Innovations in IBM's database software will help clients combat these issues by better utilizing hardware, improving administration efficiency, easily running applications written from other database software, and generating new intelligence from valuable XML data.
"Industries such as banking, health care and retail are grappling with the increasing costs of energy while managing, analyzing and accessing information to achieve better business results," said Arvind Krishna, vice president, IBM Information Management Development. "With the new innovations in DB2 and InfoSphere Warehouse software, IBM is again delivering clients and partners higher performance and lower energy."

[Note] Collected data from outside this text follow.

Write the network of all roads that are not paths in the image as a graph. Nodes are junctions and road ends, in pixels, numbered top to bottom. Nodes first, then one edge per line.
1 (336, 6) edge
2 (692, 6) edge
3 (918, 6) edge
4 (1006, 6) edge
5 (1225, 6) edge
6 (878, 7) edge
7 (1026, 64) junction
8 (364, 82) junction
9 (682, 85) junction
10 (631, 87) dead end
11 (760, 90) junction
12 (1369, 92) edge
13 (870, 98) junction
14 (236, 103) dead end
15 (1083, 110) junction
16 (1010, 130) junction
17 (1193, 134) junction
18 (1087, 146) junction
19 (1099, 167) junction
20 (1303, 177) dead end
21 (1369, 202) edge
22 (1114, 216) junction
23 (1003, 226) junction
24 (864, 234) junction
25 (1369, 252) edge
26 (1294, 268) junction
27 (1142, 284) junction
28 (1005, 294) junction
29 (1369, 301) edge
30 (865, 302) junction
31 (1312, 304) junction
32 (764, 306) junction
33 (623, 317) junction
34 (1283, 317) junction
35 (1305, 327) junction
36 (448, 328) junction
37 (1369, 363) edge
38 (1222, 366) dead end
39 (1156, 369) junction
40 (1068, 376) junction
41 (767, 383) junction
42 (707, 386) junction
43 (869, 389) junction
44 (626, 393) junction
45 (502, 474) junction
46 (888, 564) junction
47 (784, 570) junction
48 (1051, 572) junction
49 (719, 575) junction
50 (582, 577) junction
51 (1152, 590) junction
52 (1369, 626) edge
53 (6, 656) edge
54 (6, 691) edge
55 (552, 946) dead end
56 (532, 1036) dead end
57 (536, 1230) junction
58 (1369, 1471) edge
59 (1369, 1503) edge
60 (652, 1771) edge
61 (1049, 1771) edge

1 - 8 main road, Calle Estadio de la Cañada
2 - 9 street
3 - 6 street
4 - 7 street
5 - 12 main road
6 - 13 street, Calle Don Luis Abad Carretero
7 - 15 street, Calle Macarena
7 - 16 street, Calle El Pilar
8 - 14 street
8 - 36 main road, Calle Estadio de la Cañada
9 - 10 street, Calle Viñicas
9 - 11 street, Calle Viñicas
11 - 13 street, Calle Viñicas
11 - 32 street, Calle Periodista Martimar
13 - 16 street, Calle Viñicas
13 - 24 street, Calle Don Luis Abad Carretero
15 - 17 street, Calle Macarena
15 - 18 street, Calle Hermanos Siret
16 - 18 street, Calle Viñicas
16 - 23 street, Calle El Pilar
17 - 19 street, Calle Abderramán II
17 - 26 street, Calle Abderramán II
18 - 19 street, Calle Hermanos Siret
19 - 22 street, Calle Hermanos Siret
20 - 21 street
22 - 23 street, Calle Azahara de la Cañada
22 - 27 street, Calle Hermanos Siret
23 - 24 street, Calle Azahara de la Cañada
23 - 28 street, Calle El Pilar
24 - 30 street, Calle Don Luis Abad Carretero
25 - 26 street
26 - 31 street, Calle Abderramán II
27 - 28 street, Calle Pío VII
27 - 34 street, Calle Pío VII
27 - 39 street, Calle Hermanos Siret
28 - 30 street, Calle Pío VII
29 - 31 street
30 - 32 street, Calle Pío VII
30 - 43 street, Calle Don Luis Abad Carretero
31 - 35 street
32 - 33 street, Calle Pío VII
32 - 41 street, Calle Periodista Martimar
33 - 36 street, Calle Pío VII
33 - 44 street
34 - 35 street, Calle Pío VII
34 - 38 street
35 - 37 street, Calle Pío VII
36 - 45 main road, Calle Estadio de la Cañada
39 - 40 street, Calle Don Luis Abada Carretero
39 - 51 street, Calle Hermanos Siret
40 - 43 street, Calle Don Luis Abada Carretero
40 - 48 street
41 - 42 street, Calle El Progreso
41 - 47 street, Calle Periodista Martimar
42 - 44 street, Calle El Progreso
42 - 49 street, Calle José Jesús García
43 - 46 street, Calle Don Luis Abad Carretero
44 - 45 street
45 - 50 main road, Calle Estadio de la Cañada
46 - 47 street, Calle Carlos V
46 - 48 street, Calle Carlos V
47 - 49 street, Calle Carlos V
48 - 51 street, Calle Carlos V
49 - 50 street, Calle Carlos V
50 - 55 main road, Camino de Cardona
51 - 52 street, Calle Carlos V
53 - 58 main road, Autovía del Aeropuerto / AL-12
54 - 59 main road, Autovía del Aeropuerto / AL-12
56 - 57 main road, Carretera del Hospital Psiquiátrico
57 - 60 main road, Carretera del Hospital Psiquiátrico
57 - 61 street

Several clients are already benefiting from this new technology. For example: Douglas Holding AG, the German-based specialty retailer of perfumes and fashion accessories uses DB2 to manage the sales records for its 1,800 European shops. The retailer uses an XML application as a bridge between store cash registers and its data warehouse. In testing the new version of DB2 with the application, the retailer is already seeing improved accuracy of sales records giving them a greater visibility into customer buying habits, helping them improve overall business performance.
Additionally, BJC Healthcare, based in St. Louis, Missouri, is using DB2 to help the organization and its medical school make the transition from gathering data for medical research manually to electronically. Using DB2, the time needed to gather this information has been reduced from months to just hours or minutes. BJC Healthcare is now able to run complex queries over massive amounts of data, analyze it and provide researchers timely access to patients' detailed medical records. With this data, it can identify patients that meet the criteria for clinical studies and adjust their courses of treatment as needed.
InfoSphere Warehouse 9.7 Enterprise Edition, powered by DB2 9.7, also includes tools to simplify data analysis and data mining, as well as a new Departmental Edition of the software, targeted for smaller organizations and departments within a larger organization. This new edition meets the needs of these organizations, allowing them to transform their company's data into reliable and consistent business intelligence.
IBM's Integrated Data Management approach helps improve developer productivity -- an essential way for companies to reduce costs. DB2 9.7 includes new technology that makes it easier for IT professionals to quickly develop and deploy applications, including ones written specifically to operate on other database software. Now, developers can easily take advantage of these new technologies using the IBM Data Studio to design, develop, deploy and manage information throughout its entire life cycle.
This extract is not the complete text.